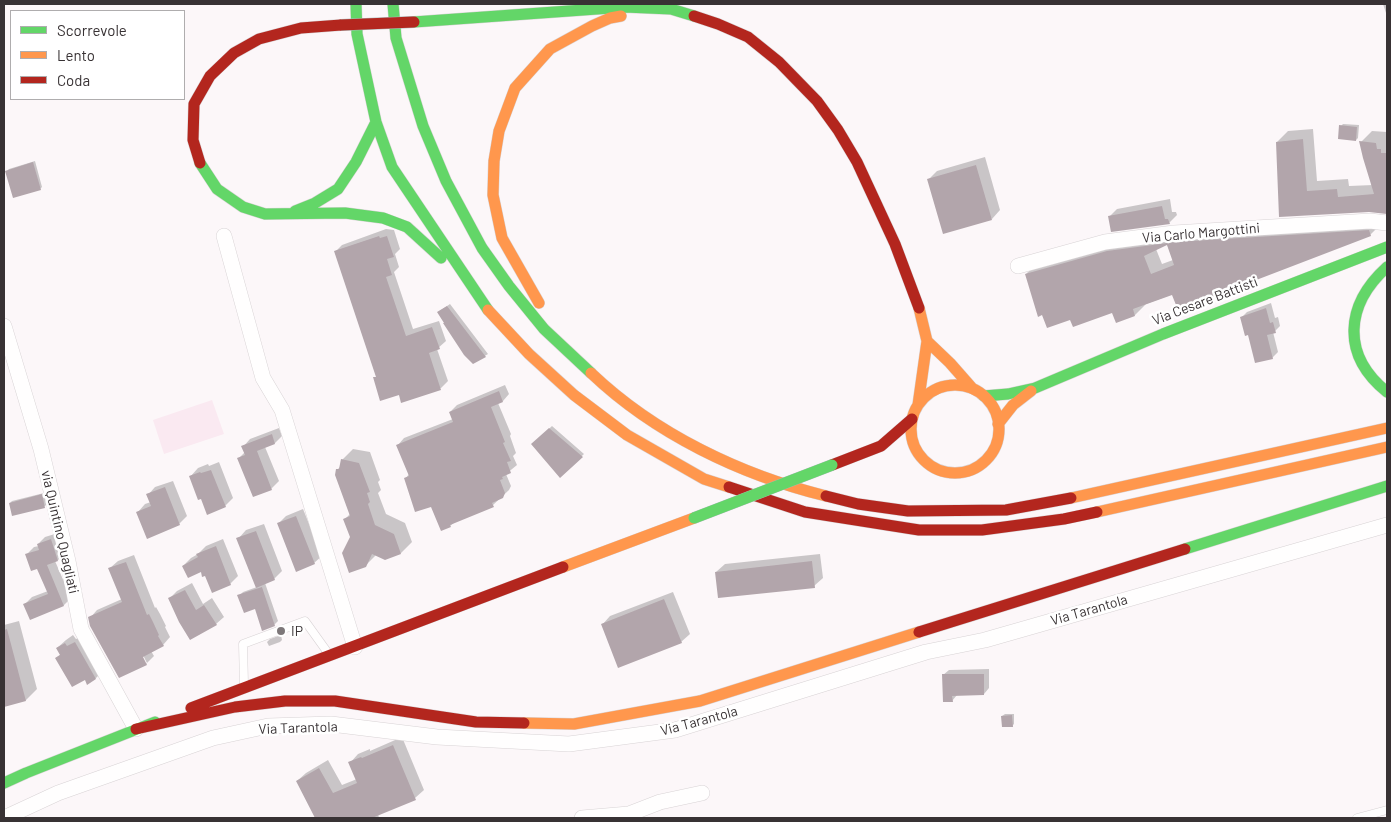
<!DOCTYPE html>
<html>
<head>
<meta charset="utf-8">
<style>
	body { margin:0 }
	#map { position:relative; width:1391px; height:822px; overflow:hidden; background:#fcf7f9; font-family:Barlow,sans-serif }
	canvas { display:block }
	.frame { position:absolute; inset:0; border:5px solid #383234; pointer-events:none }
	.legend { position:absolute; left:10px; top:10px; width:175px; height:90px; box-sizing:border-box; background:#fff; border:1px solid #afadae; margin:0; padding:6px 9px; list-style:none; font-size:15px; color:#383234 }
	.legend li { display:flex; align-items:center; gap:10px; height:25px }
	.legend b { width:25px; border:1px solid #afadae }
</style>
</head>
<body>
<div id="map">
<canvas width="1391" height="822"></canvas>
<div class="frame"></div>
<ul class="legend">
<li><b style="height:6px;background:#63d668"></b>Scorrevole</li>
<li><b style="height:6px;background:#ff974d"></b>Lento</li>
<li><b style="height:6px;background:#b3261e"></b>Coda</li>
</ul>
</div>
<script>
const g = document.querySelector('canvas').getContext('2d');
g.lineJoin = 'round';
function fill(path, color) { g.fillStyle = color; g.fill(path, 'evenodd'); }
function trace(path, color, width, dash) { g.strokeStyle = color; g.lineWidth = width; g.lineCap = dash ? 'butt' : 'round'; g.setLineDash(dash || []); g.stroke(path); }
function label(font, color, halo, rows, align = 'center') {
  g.font = font + ' Barlow,sans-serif'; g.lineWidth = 5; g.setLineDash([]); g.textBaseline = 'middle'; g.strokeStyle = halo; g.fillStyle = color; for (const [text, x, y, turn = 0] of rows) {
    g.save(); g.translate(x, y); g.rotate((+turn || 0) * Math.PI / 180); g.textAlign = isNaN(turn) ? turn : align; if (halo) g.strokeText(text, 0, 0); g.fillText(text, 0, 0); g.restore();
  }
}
const green = new Path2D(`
	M 212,400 L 224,434 L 164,454 L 153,420 Z`);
const shadow = new Path2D(`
	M 1383,4 L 1387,4 L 1387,16 Z
	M 1343,124 L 1359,125 L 1358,138 L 1356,140 L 1341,126 Z
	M 1313,129 L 1317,181 L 1348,179 L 1349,186 L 1373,185 L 1361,142 L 1372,131 L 1387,132 L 1387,212 L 1369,210 L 1281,216 L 1277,142 L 1288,131 Z
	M 985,157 L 1000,210 L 992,219 L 929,179 L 937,171 Z
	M 35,161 L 42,187 L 40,189 L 7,171 L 9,169 Z
	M 1170,199 L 1172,212 L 1176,212 L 1177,215 L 1169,223 L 1109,217 L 1117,209 Z
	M 1381,224 L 1370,235 L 1173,294 L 1146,304 L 1135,315 L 1113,311 L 1070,319 L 1026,274 L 1037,263 L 1119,241 ZM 1167,244 L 1173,260 L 1162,264 L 1156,249 Z
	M 386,229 L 394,230 L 400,249 L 395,254 L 399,267 L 394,272 L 413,329 L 439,321 L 446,341 L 437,349 L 448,381 L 441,388 L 402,401 L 399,394 L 375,378 L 377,376 L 335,252 L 342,245 Z
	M 1271,303 L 1275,318 L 1278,317 L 1280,326 L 1275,331 L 1273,332 L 1278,352 L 1272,358 L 1249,333 L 1241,318 L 1247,312 Z
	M 450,304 L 488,354 L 473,363 L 441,310 Z
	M 505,385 L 509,394 L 503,401 L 498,403 L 511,434 L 510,436 L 516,453 L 513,456 L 517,465 L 506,474 L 511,486 L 509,490 L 493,505 L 455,522 L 450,526 L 432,505 L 406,478 L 409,474 L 398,445 L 404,438 L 453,419 L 450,412 L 457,405 Z
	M 552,426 L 584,454 L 560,476 L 533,444 Z
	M 279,428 L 282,436 L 275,443 L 265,447 L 279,481 L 271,489 L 239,458 L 245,452 L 243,447 L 250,439 Z
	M 353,449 L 370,452 L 380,480 L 378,482 L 381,490 L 378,493 L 386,514 L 405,523 L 412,542 L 401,553 L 376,555 L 365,566 L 351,537 L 345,519 L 350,514 L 337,470 L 341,466 L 342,460 Z
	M 219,462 L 233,498 L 225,506 L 201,497 L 190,477 L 198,468 L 208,464 L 209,466 Z
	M 173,481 L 187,516 L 179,524 L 138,512 L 145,504 L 151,502 L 148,495 L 155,487 Z
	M 44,493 L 47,504 L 45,506 L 13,515 L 10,503 L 12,501 Z
	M 303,509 L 322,556 L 314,563 L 278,524 L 286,516 Z
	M 264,524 L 282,571 L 274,579 L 265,583 L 278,621 L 274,625 L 256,608 L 239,596 L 243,592 L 257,587 L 238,539 L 246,530 Z
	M 58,533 L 65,553 L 58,560 L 55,561 L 71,598 L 64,605 L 31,619 L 25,604 L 32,597 L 48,591 L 38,567 L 27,554 L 34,547 L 39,546 L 38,544 L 45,537 Z
	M 223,539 L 238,576 L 230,584 L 206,574 L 201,571 L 183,566 L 191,558 L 198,554 L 206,546 Z
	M 820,554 L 823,578 L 814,586 L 716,572 L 725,564 Z
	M 134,555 L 155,608 L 156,607 L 160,614 L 166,626 L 165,627 L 170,637 L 163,645 L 151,651 L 154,656 L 146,664 L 119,677 L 91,625 L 90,618 L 97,610 L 122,599 L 110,568 L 118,561 ZM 141,651 L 147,663 L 144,663 L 139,652 Z
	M 192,583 L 203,604 L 212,598 L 224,617 L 216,624 L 170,598 L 177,591 Z
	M 673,592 L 690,634 L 681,642 L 602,625 L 610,616 Z
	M 19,621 L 37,689 L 26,700 L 4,706 L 4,625 Z
	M 73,635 L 76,639 L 84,635 L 104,670 L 96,678 L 88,683 L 85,679 L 56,658 L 61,654 L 57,648 L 66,640 Z
	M 281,635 L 282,640 L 280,642 L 269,646 L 267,642 L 270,639 Z
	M 989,669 L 989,688 L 984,694 L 957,695 L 952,701 L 943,675 L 949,670 Z
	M 1005,714 L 1014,714 L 1014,724 L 1012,726 L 1002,716 Z
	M 402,737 L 424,790 L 415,798 L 378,814 L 379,818 L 316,818 L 297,781 L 306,773 L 328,760 L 342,785 L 357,779 L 350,763 L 358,754 L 370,749 L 370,751 Z`);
const building = new Path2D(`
	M 1339,125 L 1357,127 L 1356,141 L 1338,139 Z
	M 1303,139 L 1307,191 L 1337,189 L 1338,197 L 1374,194 L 1363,158 L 1359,141 L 1376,143 L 1377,149 L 1381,149 L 1381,153 L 1387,153 L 1387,214 L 1369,212 L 1279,217 L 1276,142 Z
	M 33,162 L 41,190 L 13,198 L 5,171 Z
	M 976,165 L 992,220 L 943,234 L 927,179 Z
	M 1162,206 L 1165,219 L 1168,219 L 1170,224 L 1111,232 L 1108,216 Z
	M 1369,230 L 1371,236 L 1178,310 L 1172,295 L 1133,309 L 1135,316 L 1116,323 L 1112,313 L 1073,327 L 1070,320 L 1047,328 L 1042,315 L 1038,317 L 1025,274 L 1107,251 L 1175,242 ZM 1167,245 L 1174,265 L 1151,274 L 1144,256 Z
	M 379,236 L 380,238 L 387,236 L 394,257 L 387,259 L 392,275 L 386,277 L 406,336 L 432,327 L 440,349 L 429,353 L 441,390 L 401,403 L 399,395 L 380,401 L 373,377 L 376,377 L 334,251 Z
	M 447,306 L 486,357 L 473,364 L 464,355 L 443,323 L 444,323 L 437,312 Z
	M 1266,308 L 1270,323 L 1273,322 L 1276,333 L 1267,335 L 1273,359 L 1255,363 L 1248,335 L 1245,336 L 1240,317 Z
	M 499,391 L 503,402 L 491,407 L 505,442 L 503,443 L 511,461 L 507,462 L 511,473 L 502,477 L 503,479 L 500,480 L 505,493 L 503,498 L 492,503 L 494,507 L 450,525 L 451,527 L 441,531 L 431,507 L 415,512 L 404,478 L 409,476 L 396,445 L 453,422 L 449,412 Z
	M 549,428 L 583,457 L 560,478 L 531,444 Z
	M 272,434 L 275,444 L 257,451 L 272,490 L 253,497 L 237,458 L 245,455 L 241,446 Z
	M 341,459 L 359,463 L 370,492 L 367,493 L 370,502 L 368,504 L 375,525 L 394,534 L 401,554 L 385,560 L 372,554 L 366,567 L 349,573 L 342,553 L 350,537 L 343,519 L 350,516 L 335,475 L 336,469 L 339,469 Z
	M 211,470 L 226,507 L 207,515 L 201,499 L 198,500 L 189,476 L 200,472 L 201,473 Z
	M 165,487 L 180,525 L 147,539 L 136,512 L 151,506 L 146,494 Z
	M 42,494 L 45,508 L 12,516 L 9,503 Z
	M 296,516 L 315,564 L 296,572 L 277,523 Z
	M 256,531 L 275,580 L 256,588 L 236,538 Z
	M 51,539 L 58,561 L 47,565 L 64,606 L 30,620 L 23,604 L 48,594 L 37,569 L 31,571 L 25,554 L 39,550 L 37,544 Z
	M 216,546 L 231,585 L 212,593 L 205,576 L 202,577 L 201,572 L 188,578 L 182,566 L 198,557 L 196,554 Z
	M 812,561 L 815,588 L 718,598 L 715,572 Z
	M 126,562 L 147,615 L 149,614 L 153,622 L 159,635 L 158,636 L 164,646 L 143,657 L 147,665 L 119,678 L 90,626 L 88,617 L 122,602 L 108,568 Z
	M 262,587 L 275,626 L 262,631 L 255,609 L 244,613 L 237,595 Z
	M 185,590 L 196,610 L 204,605 L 217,625 L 190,640 L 179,622 L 168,598 Z
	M 664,599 L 682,643 L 618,668 L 601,624 Z
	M 7,629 L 26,701 L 4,707 L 4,630 Z
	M 75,642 L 96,679 L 87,685 L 85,680 L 72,687 L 55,658 L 60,655 L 56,648 L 65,643 L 67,646 Z
	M 942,674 L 984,674 L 984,695 L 952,696 L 953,702 L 943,702 Z
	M 1012,715 L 1013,727 L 1002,727 L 1001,716 Z
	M 393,745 L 416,800 L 372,818 L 315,818 L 296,781 L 319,768 L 333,793 L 357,783 L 348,762 L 361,757 L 362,758 Z`);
const lane = new Path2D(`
	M 244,684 L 243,644 L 305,621 L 328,653
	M 1357,818 L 1387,810`);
const street = new Path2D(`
	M 224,236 L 263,378 L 282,410 L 355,647
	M 1018,266 L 1105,242 L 1174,233 L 1370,221 L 1387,223
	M 4,326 L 41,449 L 68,561 L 81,629 L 136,729
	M 4,818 L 58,793 L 213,738 L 268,726 L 331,724 L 437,737 L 569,744 L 675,730 L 926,652 L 985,640 L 1387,525
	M 582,818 L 629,814 L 660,802 L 702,793`);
const fast = new Path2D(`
	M 356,4 L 357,34 L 376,122 L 392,167 L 488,310
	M 393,4 L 396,38 L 423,126 L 446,181 L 482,248 L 509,286 L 544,329 L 591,373
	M 414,22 L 625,7 L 671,9 L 694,16
	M 200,163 L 217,189 L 243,207 L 265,214 L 345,213 L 383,218 L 407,227 L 441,258
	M 295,211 L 315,203 L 338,189 L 356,162 L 376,122
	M 1387,267 C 1345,305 1341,355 1387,392
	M 984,396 L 1008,394 L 1035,388 L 1163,334 L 1387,247
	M 1185,549 L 1387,486
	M 4,783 L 26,773 L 155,722`);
const slow = new Path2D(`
	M 539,303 L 502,238 L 493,195 L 494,161 L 499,131 L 515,88 L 550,49 L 592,26 L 610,18 L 621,16
	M 488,310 L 529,354 L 574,395 L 627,435 L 704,479 L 729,487
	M 927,341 L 950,363 L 972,388
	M 591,373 C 655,434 741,475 826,496
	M911 429a44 44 0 1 1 88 0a44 44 0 1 1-88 0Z
	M 918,405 L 927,341 L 919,308
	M 998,424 L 1013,405 L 1031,391
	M 1071,498 L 1387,428
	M 1097,512 L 1387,447
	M 563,567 L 694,518
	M 524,723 L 574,724 L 700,701 L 919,632`);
const jam = new Path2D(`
	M 694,16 L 718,24 L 748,37 L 779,62 L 817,101 L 838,130 L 857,162 L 895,244 L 919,308
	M 200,163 L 193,140 L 194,104 L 210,76 L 234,53 L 259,39 L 301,28 L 341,25
	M 832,465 L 881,446 L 912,419
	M 729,487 L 805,512 L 919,530 L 982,530 L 1064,519 L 1097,512
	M 826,496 L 858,504 L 908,511 L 1006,510 L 1071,498
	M 919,632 L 1185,549
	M 191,708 L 563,567
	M 136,729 L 235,707 L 285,701 L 335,701 L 476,722 L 524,723`);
const fastBridge = new Path2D(`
	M 694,518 L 832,465`);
const jamBridge = new Path2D(`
	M 341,25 L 414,22`);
const markers = [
	[281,631,5,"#7d7779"]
];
const streetNames = [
	["Via Carlo Margottini",1201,233,-5],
	["Via Cesare Battisti",1205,301,-21],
	["via Quintino Quagliati",60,532,77],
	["Via Tarantola",1089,610,-16],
	["Via Tarantola",699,721,-15],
	["Via Tarantola",298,728,-2]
];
const poiNames = [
	["IP",291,631]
];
fill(green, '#fae9f1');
fill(shadow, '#0003');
fill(building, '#b2a5ab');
trace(lane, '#d8d3d5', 9);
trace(street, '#d8d3d5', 16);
trace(fast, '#d8d3d5', 12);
trace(slow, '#d8d3d5', 12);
trace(jam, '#d8d3d5', 12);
trace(lane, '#fffefe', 8);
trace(street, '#fffefe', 15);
trace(fast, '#63d668', 11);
trace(slow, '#ff974d', 11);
trace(jam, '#b3261e', 11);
trace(fastBridge, '#abbaba', 12, []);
trace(jamBridge, '#abbaba', 12, []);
trace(fastBridge, '#63d668', 11);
trace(jamBridge, '#b3261e', 11);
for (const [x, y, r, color] of markers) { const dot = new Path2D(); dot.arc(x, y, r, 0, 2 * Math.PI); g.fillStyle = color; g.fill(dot); trace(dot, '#fff', 2); }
label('14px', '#383234', '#fff', streetNames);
label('14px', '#383234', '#fff', poiNames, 'left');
</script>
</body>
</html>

......

[EXERCISE DESCRIPTION]
Without the pictures, return the listing above from its first line through the line that has "M 1343,124 L".

[SOLUTION]
<!DOCTYPE html>
<html>
<head>
<meta charset="utf-8">
<style>
	body { margin:0 }
	#map { position:relative; width:1391px; height:822px; overflow:hidden; background:#fcf7f9; font-family:Barlow,sans-serif }
	canvas { display:block }
	.frame { position:absolute; inset:0; border:5px solid #383234; pointer-events:none }
	.legend { position:absolute; left:10px; top:10px; width:175px; height:90px; box-sizing:border-box; background:#fff; border:1px solid #afadae; margin:0; padding:6px 9px; list-style:none; font-size:15px; color:#383234 }
	.legend li { display:flex; align-items:center; gap:10px; height:25px }
	.legend b { width:25px; border:1px solid #afadae }
</style>
</head>
<body>
<div id="map">
<canvas width="1391" height="822"></canvas>
<div class="frame"></div>
<ul class="legend">
<li><b style="height:6px;background:#63d668"></b>Scorrevole</li>
<li><b style="height:6px;background:#ff974d"></b>Lento</li>
<li><b style="height:6px;background:#b3261e"></b>Coda</li>
</ul>
</div>
<script>
const g = document.querySelector('canvas').getContext('2d');
g.lineJoin = 'round';
function fill(path, color) { g.fillStyle = color; g.fill(path, 'evenodd'); }
function trace(path, color, width, dash) { g.strokeStyle = color; g.lineWidth = width; g.lineCap = dash ? 'butt' : 'round'; g.setLineDash(dash || []); g.stroke(path); }
function label(font, color, halo, rows, align = 'center') {
  g.font = font + ' Barlow,sans-serif'; g.lineWidth = 5; g.setLineDash([]); g.textBaseline = 'middle'; g.strokeStyle = halo; g.fillStyle = color; for (const [text, x, y, turn = 0] of rows) {
    g.save(); g.translate(x, y); g.rotate((+turn || 0) * Math.PI / 180); g.textAlign = isNaN(turn) ? turn : align; if (halo) g.strokeText(text, 0, 0); g.fillText(text, 0, 0); g.restore();
  }
}
const green = new Path2D(`
	M 212,400 L 224,434 L 164,454 L 153,420 Z`);
const shadow = new Path2D(`
	M 1383,4 L 1387,4 L 1387,16 Z
	M 1343,124 L 1359,125 L 1358,138 L 1356,140 L 1341,126 Z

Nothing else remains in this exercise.